I want to introduce you to an excerpt from the novel Picture of Dorian Gray, written in 1890 which, sums up the mood of Hedonism during the mid-1800s quite nicely:

"No, you don't feel it now. Someday, when you are old and wrinkled and ugly, when thought has seared your forehead with its lines, and passion branded your lips with its hideous fires, you will feel it, you will feel it terribly. Now, wherever you go, you charm the world. Will it always be so? ... You have a wonderfully beautiful face, Mr. Gray. Don't frown... You smile? Ah! when you have lost it you won't smile... People say sometimes that beauty is only superficial. That may be so, but at least it is not so superficial as thought is. To me, beauty is the wonder of wonders. It is only shallow people who do not judge by appearances. The true mystery of the world is the visible, not the invisible... Yes, Mr. Gray, the gods have been good to you. But what the gods give they quickly take away. You have only a few years in which to live really, perfectly, and fully. When your youth goes, your beauty will go with it, and then you will suddenly discover that there are no triumphs left for you, or have to content yourself with those mean triumphs that the memory of your past will make more bitter than defeats. Every month as it wanes brings you nearer to something dreadful. Time is jealous of you, and wars against your lilies and your roses. You will become sallow, and hollow-cheeked, and dull-eyed. You will suffer horribly... Ah! realize your youth while you have it. Don't squander the gold of your days, listening to the tedious, trying to improve the hopeless failure, or giving away your life to the ignorant, the common, and the vulgar...Live! Live the wonderful life that is in you! Let nothing be lost upon you. Be always searching for new sensations. Be afraid of nothing.... a new Hedonism-that is what our century wants. You might be its visible symbol. With your personality, there is nothing you could not do. The world belongs to you for a season...But we never get back our youth. The pulse of joy that beats in us at twenty becomes sluggish. Our limbs fail, our senses rot. We degenerate into hideous puppets, haunted by the memory of the passions of which we were too much afraid, and the exquisite temptations that we had not the courage to yield to. Youth! Youth! There is absolutely nothing in the world but youth!"

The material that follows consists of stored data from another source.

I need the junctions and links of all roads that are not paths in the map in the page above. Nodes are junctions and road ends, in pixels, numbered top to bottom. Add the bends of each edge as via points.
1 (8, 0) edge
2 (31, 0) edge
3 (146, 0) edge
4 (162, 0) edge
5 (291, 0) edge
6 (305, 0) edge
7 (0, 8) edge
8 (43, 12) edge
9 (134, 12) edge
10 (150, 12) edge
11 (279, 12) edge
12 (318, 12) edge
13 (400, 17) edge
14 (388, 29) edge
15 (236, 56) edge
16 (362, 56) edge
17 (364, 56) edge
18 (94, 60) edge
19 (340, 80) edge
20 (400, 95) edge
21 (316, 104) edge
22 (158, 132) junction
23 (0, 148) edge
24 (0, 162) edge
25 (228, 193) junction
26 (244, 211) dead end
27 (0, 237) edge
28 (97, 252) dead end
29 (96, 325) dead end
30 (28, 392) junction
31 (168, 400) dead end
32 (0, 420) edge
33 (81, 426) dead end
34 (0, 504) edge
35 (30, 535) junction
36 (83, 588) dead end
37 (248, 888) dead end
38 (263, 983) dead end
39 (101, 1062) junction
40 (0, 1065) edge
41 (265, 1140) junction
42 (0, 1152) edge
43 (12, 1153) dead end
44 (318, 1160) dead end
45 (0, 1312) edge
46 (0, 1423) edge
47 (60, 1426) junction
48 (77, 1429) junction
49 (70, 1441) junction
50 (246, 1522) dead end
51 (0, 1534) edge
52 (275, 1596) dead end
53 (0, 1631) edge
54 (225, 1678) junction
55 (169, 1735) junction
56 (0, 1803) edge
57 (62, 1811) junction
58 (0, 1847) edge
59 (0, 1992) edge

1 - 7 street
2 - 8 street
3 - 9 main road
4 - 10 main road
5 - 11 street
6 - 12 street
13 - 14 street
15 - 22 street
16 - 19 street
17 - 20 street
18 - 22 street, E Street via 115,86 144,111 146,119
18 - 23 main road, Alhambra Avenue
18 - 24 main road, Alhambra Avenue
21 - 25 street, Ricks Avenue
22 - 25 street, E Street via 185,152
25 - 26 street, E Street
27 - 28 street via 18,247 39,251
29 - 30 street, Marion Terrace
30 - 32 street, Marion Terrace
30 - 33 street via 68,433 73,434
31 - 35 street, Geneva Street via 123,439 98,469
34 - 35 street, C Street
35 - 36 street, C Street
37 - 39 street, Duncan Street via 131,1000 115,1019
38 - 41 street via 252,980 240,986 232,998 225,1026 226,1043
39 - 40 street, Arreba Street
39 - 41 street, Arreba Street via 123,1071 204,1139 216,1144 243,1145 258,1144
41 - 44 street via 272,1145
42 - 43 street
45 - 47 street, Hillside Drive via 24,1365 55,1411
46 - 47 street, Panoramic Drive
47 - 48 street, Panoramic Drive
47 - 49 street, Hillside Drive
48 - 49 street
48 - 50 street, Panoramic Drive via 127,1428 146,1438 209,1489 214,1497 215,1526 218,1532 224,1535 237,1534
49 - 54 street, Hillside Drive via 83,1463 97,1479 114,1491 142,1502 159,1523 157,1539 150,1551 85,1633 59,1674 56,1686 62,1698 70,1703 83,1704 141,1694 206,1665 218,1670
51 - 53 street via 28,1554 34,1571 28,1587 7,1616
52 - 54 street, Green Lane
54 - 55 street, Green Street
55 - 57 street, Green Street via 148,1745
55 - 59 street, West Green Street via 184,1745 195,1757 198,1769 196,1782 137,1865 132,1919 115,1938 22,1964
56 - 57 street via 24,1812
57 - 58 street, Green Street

Kurt Lampe offers an interesting look into Oscar Wilde's portrayal of Dorian Gray and how represents our innocent nature conflicting with the intoxicating experience of unrestricted pleasure:

"The Picture of Dorian Gray is an exquisite look into why we restrict ourselves from pleasures. Wilde redefines Hedonism to fit his novel but his definition is not far from the Greek Cyrenaic Hedonist ideals. The Cyrenians believed that life must be lived to the fullest. But, Dorian questions this lifestyle, rightly so, for a life lived with little restrictions eventually catches up with you; as seen during the climax of the book. The Cyrenaics have little regard for tomorrow, i.e simply take in the pleasures of the body as they come to you. But, as we see with Dorian, too much of one drug dulls the senses, and you must push further to a new drug, or to a new pleasure. The quest for more is stronger and more dangerous, perhaps leading to your own death. Of course, the Cyrenaic believed that death was of no consequence, for a what would be a life without the pleasures of the senses be but a condition of a corpse." (The Birth of Hedonism: The Cyrenaic Philosophers and Pleasure as a Way of Life)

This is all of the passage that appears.